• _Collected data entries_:
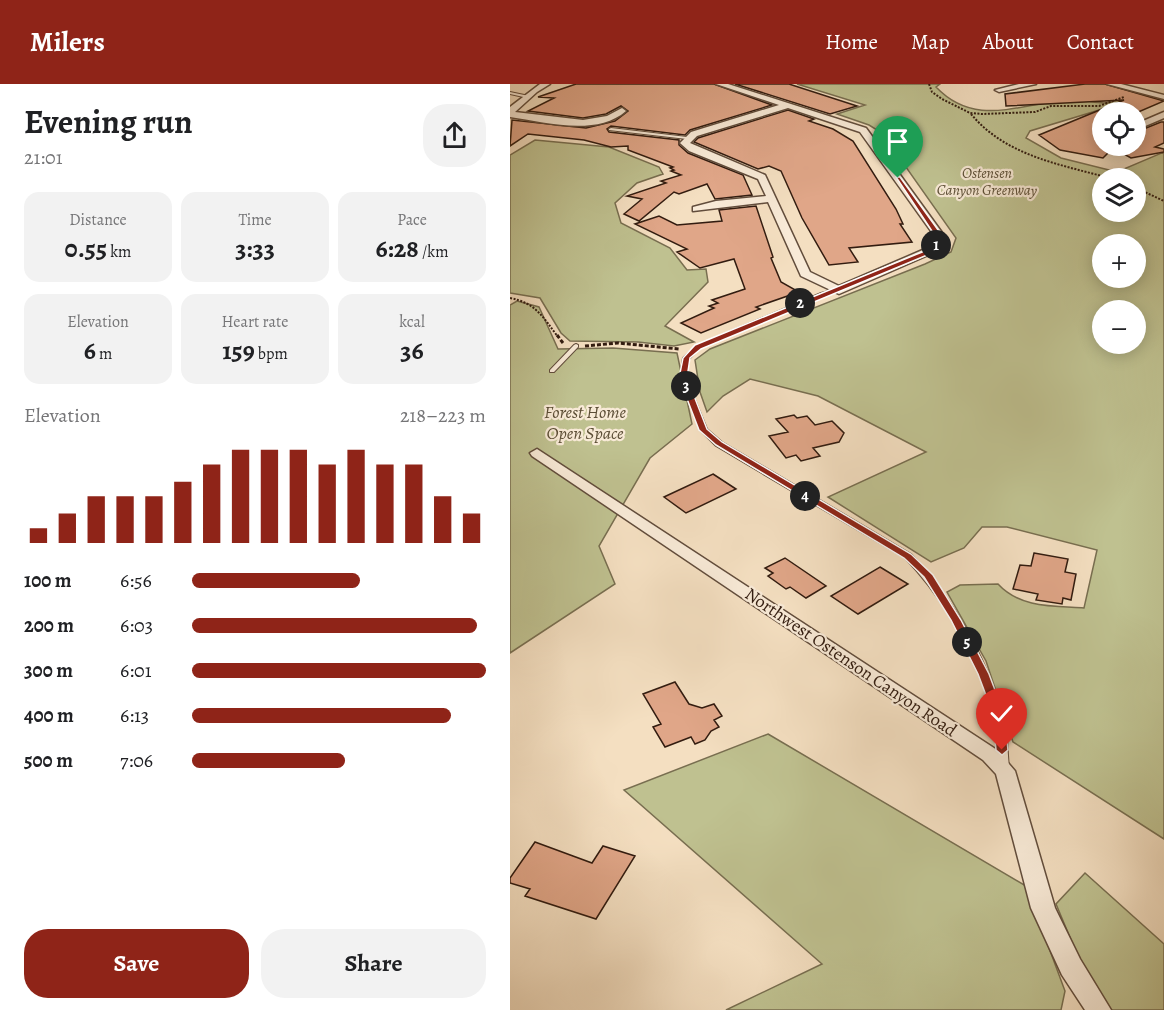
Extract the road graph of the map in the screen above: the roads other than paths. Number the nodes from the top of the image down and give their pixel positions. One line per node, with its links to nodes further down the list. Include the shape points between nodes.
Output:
1 (546, 84): 7 (street)
2 (720, 84): 9 (street)
3 (1032, 84): 5 (street)
4 (1111, 84): 8 (street)
5 (999, 90)
6 (510, 93): 7 (lane)
7 (528, 97): 11 (street)
8 (1164, 97)
9 (788, 105): 15 (street); 18 (street, via 863,130 938,234 938,243 929,251)
10 (622, 111): 11 (street, via 613,118 586,122)
11 (510, 113)
12 (1164, 115): 13 (street)
13 (1146, 123)
14 (611, 129): 15 (lane)
15 (687, 138): 16 (street, via 685,143 692,149 758,174)
16 (771, 199): 17 (street); 18 (street, via 804,274)
17 (697, 208)
18 (839, 290): 22 (lane, via 698,347 686,358 683,378 704,430 739,457 908,556 928,575 984,674 998,714)
19 (576, 346): 20 (lane)
20 (552, 371)
21 (537, 453): 22 (street, Northwest Ostenson Canyon Road, via 990,755)
22 (1005, 771): 23 (street, via 1043,908 1071,967)
23 (1099, 1010)

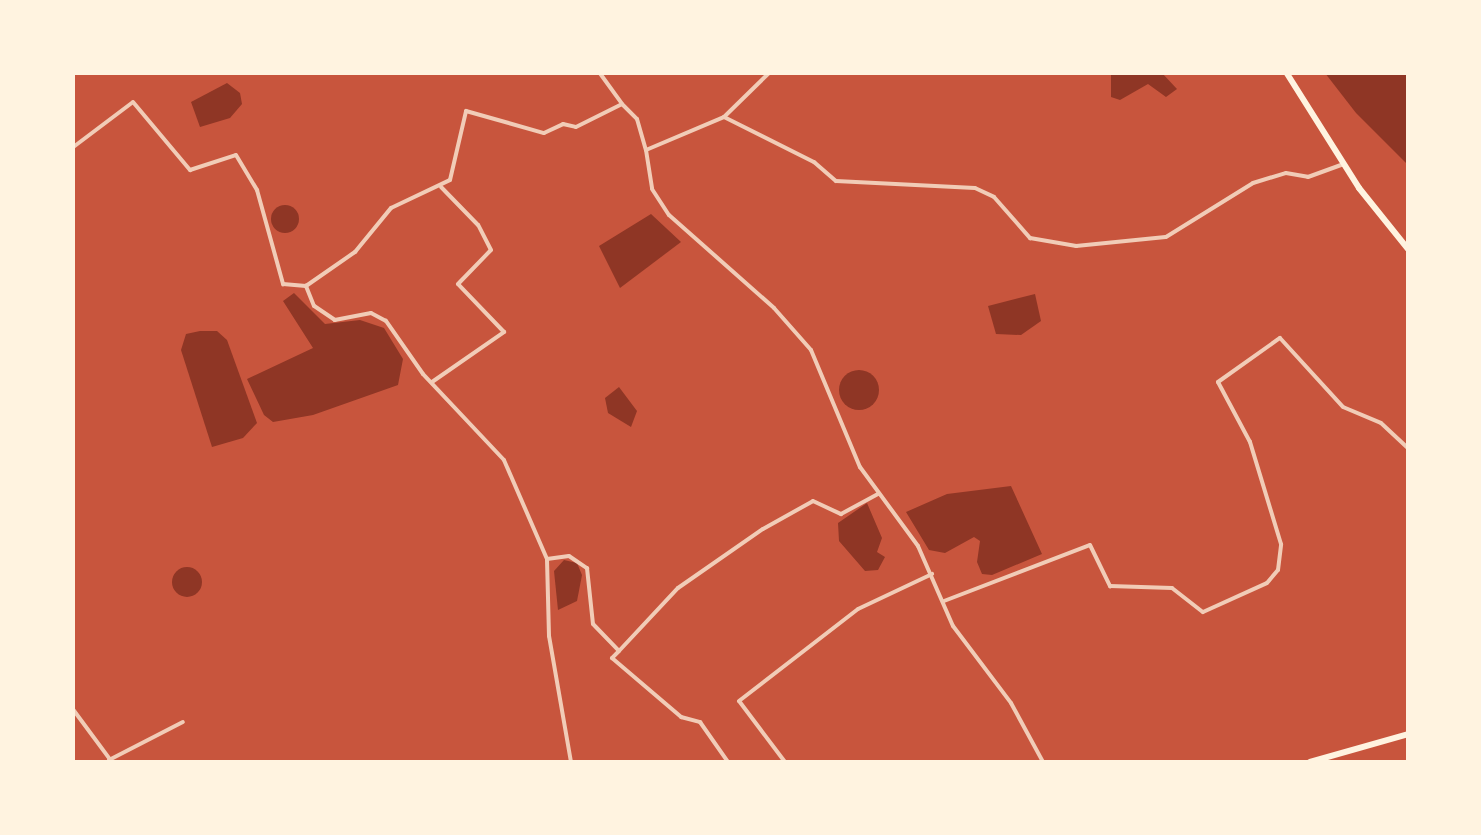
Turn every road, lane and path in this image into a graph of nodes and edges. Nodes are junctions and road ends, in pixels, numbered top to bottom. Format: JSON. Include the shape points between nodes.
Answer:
{"nodes":[{"id":1,"x":599,"y":72,"type":"edge"},
{"id":2,"x":770,"y":72,"type":"edge"},
{"id":3,"x":1286,"y":72,"type":"edge"},
{"id":4,"x":622,"y":104,"type":"junction"},
{"id":5,"x":724,"y":117,"type":"junction"},
{"id":6,"x":72,"y":148,"type":"edge"},
{"id":7,"x":646,"y":150,"type":"junction"},
{"id":8,"x":1344,"y":164,"type":"junction"},
{"id":9,"x":441,"y":187,"type":"junction"},
{"id":10,"x":1408,"y":249,"type":"edge"},
{"id":11,"x":306,"y":286,"type":"junction"},
{"id":12,"x":432,"y":382,"type":"junction"},
{"id":13,"x":1408,"y":448,"type":"edge"},
{"id":14,"x":878,"y":494,"type":"junction"},
{"id":15,"x":547,"y":559,"type":"junction"},
{"id":16,"x":932,"y":574,"type":"junction"},
{"id":17,"x":944,"y":601,"type":"junction"},
{"id":18,"x":619,"y":651,"type":"junction"},
{"id":19,"x":72,"y":708,"type":"edge"},
{"id":20,"x":182,"y":722,"type":"dead end"},
{"id":21,"x":1408,"y":734,"type":"edge"},
{"id":22,"x":110,"y":762,"type":"edge"},
{"id":23,"x":571,"y":762,"type":"edge"},
{"id":24,"x":728,"y":762,"type":"edge"},
{"id":25,"x":785,"y":762,"type":"edge"},
{"id":26,"x":1043,"y":762,"type":"edge"},
{"id":27,"x":1310,"y":762,"type":"edge"}],
"edges":[{"from":1,"to":4,"type":"street"},
{"from":2,"to":5,"type":"street"},
{"from":3,"to":8,"type":"main road"},
{"from":4,"to":7,"type":"street","via":[[637,119]]},
{"from":4,"to":9,"type":"street","via":[[576,127],[562,124],[544,132],[466,111],[454,174]]},
{"from":5,"to":7,"type":"street"},
{"from":5,"to":8,"type":"street","via":[[814,162],[836,181],[975,188],[994,197],[1030,238],[1076,246],[1166,237],[1252,183]]},
{"from":6,"to":11,"type":"street","via":[[133,102],[190,170],[236,155],[257,190],[283,284]]},
{"from":7,"to":14,"type":"street","via":[[652,189],[668,215],[774,308],[811,350]]},
{"from":8,"to":10,"type":"main road"},
{"from":9,"to":11,"type":"street","via":[[391,208],[355,252]]},
{"from":9,"to":12,"type":"street","via":[[478,225],[491,250],[458,284],[504,332]]},
{"from":11,"to":12,"type":"street","via":[[314,306],[334,320],[371,313],[386,321]]},
{"from":12,"to":15,"type":"street","via":[[504,460]]},
{"from":13,"to":17,"type":"street","via":[[1380,423],[1342,408],[1280,338],[1218,382],[1250,442],[1280,544],[1278,570],[1267,583],[1203,612],[1172,588],[1110,586],[1090,545]]},
{"from":14,"to":16,"type":"street"},
{"from":14,"to":18,"type":"street","via":[[841,514],[813,501],[779,520],[678,588]]},
{"from":15,"to":18,"type":"street","via":[[569,556],[587,568],[595,592],[593,624]]},
{"from":15,"to":23,"type":"street","via":[[549,636]]},
{"from":16,"to":17,"type":"street"},
{"from":16,"to":25,"type":"street","via":[[858,609],[739,701]]},
{"from":17,"to":26,"type":"street","via":[[953,626],[1010,703]]},
{"from":18,"to":24,"type":"street","via":[[612,658],[681,716],[700,722]]},
{"from":19,"to":22,"type":"street"},
{"from":20,"to":22,"type":"street"},
{"from":21,"to":27,"type":"main road"}]}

• _WORK REQUEST_:
Reproduce every line in the records above that contains the word "nodes".

• _EXERCISE ANSWER_:
Extract the road graph of the map in the screen above: the roads other than paths. Number the nodes from the top of the image down and give their pixel positions. One line per node, with its links to nodes further down the list. Include the shape points between nodes.
Turn every road, lane and path in this image into a graph of nodes and edges. Nodes are junctions and road ends, in pixels, numbered top to bottom. Format: JSON. Include the shape points between nodes.
{"nodes":[{"id":1,"x":599,"y":72,"type":"edge"},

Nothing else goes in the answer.